--- START ---

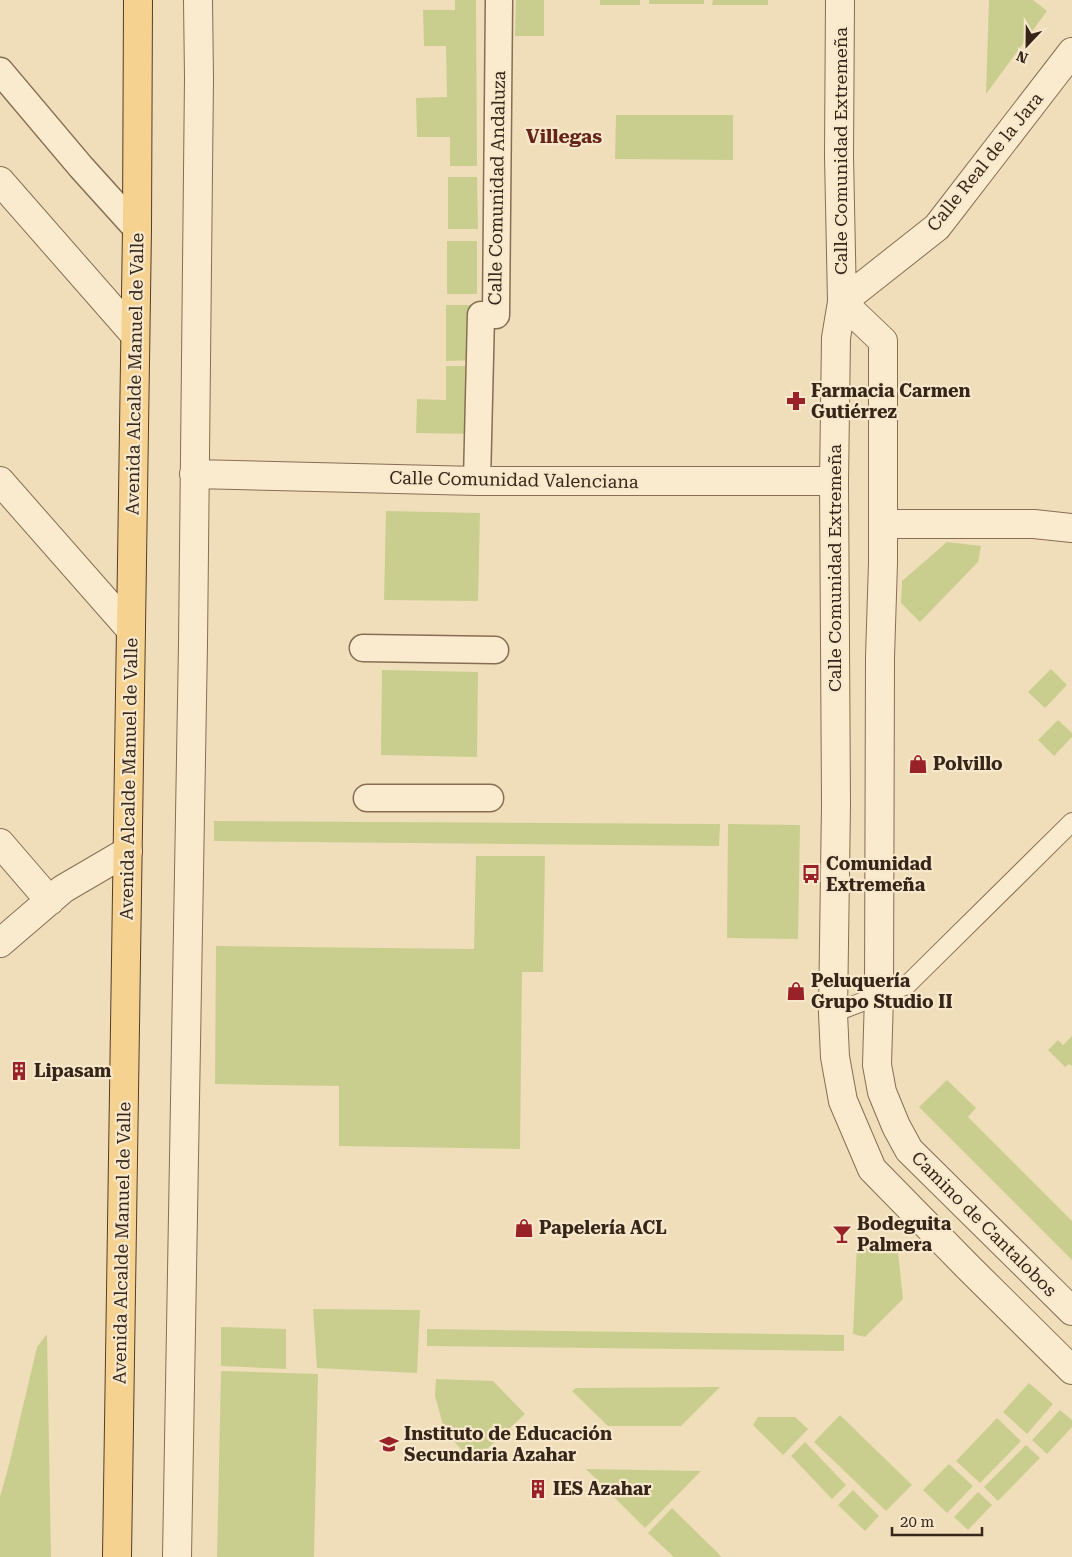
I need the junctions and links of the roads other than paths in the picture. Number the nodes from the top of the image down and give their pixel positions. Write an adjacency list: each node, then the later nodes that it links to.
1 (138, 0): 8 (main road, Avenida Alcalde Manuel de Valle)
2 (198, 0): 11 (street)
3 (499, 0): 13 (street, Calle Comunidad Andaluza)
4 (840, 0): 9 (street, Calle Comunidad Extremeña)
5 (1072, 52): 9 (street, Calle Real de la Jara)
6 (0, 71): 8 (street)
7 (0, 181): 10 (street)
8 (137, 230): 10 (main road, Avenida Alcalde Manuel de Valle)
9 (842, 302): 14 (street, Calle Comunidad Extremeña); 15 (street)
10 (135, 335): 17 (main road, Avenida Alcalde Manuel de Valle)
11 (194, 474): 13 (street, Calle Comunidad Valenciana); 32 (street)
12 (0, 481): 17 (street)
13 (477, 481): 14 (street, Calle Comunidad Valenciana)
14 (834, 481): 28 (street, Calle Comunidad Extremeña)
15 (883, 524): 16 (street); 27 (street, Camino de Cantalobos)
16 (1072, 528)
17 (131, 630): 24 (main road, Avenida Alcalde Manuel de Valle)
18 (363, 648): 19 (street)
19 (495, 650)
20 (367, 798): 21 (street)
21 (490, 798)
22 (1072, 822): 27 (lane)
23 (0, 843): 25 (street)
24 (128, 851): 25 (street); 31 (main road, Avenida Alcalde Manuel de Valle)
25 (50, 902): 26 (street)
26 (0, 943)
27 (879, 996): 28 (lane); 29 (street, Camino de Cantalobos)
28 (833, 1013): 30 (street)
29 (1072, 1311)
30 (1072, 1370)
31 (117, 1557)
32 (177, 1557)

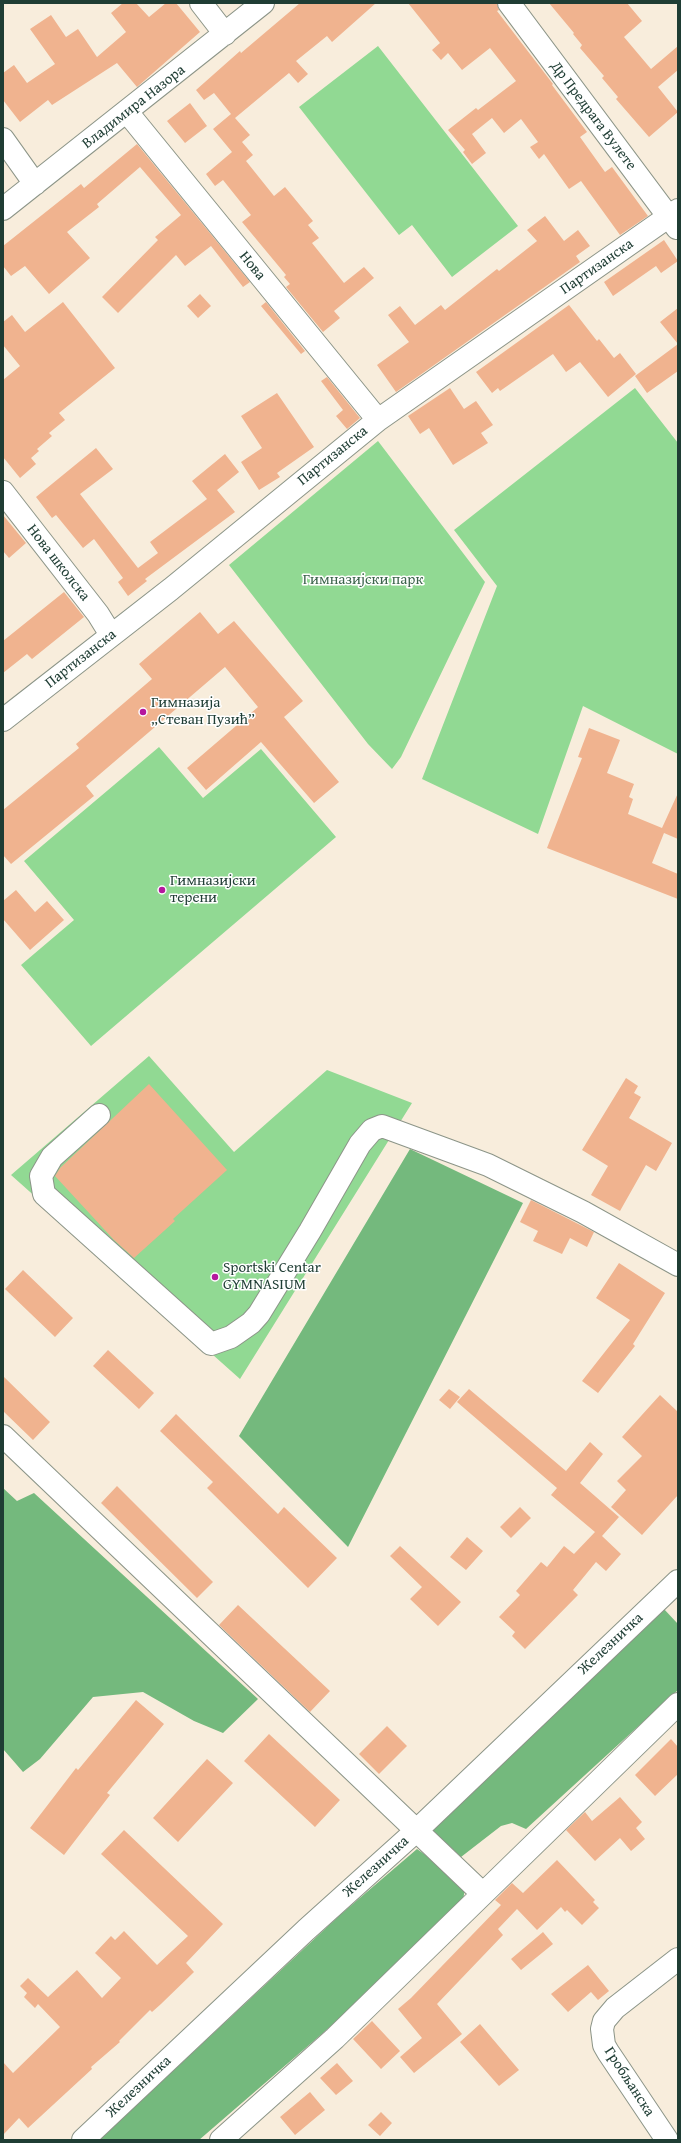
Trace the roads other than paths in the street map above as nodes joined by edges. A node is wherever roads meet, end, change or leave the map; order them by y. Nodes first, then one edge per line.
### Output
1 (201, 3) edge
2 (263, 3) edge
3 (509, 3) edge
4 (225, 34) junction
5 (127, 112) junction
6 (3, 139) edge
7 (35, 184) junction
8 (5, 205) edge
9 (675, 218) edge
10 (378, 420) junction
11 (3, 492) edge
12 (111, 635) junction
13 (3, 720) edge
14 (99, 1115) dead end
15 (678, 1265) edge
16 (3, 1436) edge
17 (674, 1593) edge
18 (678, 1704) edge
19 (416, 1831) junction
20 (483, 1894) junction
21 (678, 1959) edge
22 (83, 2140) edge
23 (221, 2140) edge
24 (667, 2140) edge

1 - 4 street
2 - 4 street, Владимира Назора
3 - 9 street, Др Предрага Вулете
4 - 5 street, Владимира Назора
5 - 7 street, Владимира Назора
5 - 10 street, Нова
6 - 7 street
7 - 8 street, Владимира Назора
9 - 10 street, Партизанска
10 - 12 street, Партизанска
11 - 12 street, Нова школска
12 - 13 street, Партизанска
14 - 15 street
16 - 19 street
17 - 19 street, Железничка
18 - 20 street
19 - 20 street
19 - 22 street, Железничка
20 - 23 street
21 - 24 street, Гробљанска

--- END ---
--- START ---

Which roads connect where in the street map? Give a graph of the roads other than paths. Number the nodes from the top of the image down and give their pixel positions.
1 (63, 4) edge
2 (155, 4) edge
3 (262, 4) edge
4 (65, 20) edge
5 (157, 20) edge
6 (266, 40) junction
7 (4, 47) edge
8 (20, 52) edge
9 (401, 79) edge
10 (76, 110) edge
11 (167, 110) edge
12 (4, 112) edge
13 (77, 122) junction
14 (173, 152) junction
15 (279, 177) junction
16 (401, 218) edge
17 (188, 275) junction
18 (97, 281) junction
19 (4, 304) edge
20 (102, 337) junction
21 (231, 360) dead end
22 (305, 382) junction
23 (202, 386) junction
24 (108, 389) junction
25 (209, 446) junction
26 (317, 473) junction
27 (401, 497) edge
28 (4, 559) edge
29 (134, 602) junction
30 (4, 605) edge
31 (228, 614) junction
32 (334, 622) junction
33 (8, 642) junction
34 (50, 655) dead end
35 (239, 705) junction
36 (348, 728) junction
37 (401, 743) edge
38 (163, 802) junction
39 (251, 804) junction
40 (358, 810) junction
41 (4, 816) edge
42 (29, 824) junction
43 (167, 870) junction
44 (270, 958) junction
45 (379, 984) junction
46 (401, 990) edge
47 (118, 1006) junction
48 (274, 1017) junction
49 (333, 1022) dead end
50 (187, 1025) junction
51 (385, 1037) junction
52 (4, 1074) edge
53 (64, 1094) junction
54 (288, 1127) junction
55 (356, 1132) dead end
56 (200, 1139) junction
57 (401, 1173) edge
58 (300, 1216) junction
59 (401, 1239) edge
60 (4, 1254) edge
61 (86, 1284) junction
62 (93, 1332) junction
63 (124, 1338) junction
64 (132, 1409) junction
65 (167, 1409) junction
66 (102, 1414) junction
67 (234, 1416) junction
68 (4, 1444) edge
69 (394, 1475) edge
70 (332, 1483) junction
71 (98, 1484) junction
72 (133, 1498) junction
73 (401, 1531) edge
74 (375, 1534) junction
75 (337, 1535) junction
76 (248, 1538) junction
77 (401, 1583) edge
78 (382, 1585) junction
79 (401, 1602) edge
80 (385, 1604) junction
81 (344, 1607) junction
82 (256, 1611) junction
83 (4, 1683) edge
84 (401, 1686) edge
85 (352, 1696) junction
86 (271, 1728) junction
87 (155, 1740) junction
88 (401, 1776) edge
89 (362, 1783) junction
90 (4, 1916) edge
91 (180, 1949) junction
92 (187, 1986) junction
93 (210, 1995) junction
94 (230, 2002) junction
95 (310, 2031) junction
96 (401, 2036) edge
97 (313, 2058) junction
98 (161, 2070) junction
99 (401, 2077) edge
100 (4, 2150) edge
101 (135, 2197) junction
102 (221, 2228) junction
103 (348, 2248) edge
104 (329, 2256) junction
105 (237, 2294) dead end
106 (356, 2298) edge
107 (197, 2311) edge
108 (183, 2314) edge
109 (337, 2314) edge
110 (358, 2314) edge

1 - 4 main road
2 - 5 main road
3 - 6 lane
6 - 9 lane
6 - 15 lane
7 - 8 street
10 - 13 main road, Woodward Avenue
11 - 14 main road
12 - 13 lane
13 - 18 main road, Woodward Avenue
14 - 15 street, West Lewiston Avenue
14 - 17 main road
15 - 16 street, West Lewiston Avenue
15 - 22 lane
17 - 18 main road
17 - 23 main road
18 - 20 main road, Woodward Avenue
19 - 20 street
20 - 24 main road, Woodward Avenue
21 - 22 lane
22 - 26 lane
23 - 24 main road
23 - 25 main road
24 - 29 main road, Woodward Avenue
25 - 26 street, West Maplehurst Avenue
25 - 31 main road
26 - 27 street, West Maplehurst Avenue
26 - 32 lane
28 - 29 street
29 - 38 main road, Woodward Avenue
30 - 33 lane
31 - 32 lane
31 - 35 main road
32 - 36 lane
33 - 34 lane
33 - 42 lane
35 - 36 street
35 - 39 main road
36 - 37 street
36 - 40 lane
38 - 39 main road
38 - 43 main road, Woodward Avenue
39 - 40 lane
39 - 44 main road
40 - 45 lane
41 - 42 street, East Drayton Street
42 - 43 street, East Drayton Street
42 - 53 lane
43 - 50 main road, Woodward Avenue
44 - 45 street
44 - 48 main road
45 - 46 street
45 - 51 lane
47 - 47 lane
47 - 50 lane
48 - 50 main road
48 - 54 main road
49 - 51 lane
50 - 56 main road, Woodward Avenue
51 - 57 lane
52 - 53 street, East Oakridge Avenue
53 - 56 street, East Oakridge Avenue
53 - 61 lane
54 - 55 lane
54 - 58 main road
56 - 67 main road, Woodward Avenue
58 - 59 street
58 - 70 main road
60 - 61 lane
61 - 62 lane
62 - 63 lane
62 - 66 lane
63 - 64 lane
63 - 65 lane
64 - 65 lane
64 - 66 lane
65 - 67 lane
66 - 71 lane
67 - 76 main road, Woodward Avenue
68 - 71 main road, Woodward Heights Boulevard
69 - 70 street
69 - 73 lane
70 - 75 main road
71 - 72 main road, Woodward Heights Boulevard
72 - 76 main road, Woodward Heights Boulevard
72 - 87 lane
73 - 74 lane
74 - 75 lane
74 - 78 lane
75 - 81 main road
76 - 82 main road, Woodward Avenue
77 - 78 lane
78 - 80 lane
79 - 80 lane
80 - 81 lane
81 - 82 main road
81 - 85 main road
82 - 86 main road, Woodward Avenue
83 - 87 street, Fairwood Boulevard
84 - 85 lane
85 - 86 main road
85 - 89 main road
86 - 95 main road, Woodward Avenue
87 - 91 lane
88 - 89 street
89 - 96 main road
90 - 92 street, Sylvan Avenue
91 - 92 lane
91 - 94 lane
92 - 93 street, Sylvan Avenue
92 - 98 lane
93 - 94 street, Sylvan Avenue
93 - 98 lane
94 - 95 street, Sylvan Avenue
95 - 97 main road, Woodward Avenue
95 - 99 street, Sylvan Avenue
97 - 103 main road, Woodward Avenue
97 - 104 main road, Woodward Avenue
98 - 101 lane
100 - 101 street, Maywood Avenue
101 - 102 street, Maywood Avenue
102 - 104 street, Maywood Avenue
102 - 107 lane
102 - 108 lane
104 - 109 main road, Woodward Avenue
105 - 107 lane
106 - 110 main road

--- END ---

= Required work =
In the records above, find the line with "I need the junctions" and the line with "Trace the roads". Write out exactly those lines and every one between, with no pictures and no other lines.

= Result =
I need the junctions and links of the roads other than paths in the picture. Number the nodes from the top of the image down and give their pixel positions. Write an adjacency list: each node, then the later nodes that it links to.
1 (138, 0): 8 (main road, Avenida Alcalde Manuel de Valle)
2 (198, 0): 11 (street)
3 (499, 0): 13 (street, Calle Comunidad Andaluza)
4 (840, 0): 9 (street, Calle Comunidad Extremeña)
5 (1072, 52): 9 (street, Calle Real de la Jara)
6 (0, 71): 8 (street)
7 (0, 181): 10 (street)
8 (137, 230): 10 (main road, Avenida Alcalde Manuel de Valle)
9 (842, 302): 14 (street, Calle Comunidad Extremeña); 15 (street)
10 (135, 335): 17 (main road, Avenida Alcalde Manuel de Valle)
11 (194, 474): 13 (street, Calle Comunidad Valenciana); 32 (street)
12 (0, 481): 17 (street)
13 (477, 481): 14 (street, Calle Comunidad Valenciana)
14 (834, 481): 28 (street, Calle Comunidad Extremeña)
15 (883, 524): 16 (street); 27 (street, Camino de Cantalobos)
16 (1072, 528)
17 (131, 630): 24 (main road, Avenida Alcalde Manuel de Valle)
18 (363, 648): 19 (street)
19 (495, 650)
20 (367, 798): 21 (street)
21 (490, 798)
22 (1072, 822): 27 (lane)
23 (0, 843): 25 (street)
24 (128, 851): 25 (street); 31 (main road, Avenida Alcalde Manuel de Valle)
25 (50, 902): 26 (street)
26 (0, 943)
27 (879, 996): 28 (lane); 29 (street, Camino de Cantalobos)
28 (833, 1013): 30 (street)
29 (1072, 1311)
30 (1072, 1370)
31 (117, 1557)
32 (177, 1557)

Trace the roads other than paths in the street map above as nodes joined by edges. A node is wherever roads meet, end, change or leave the map; order them by y. Nodes first, then one edge per line.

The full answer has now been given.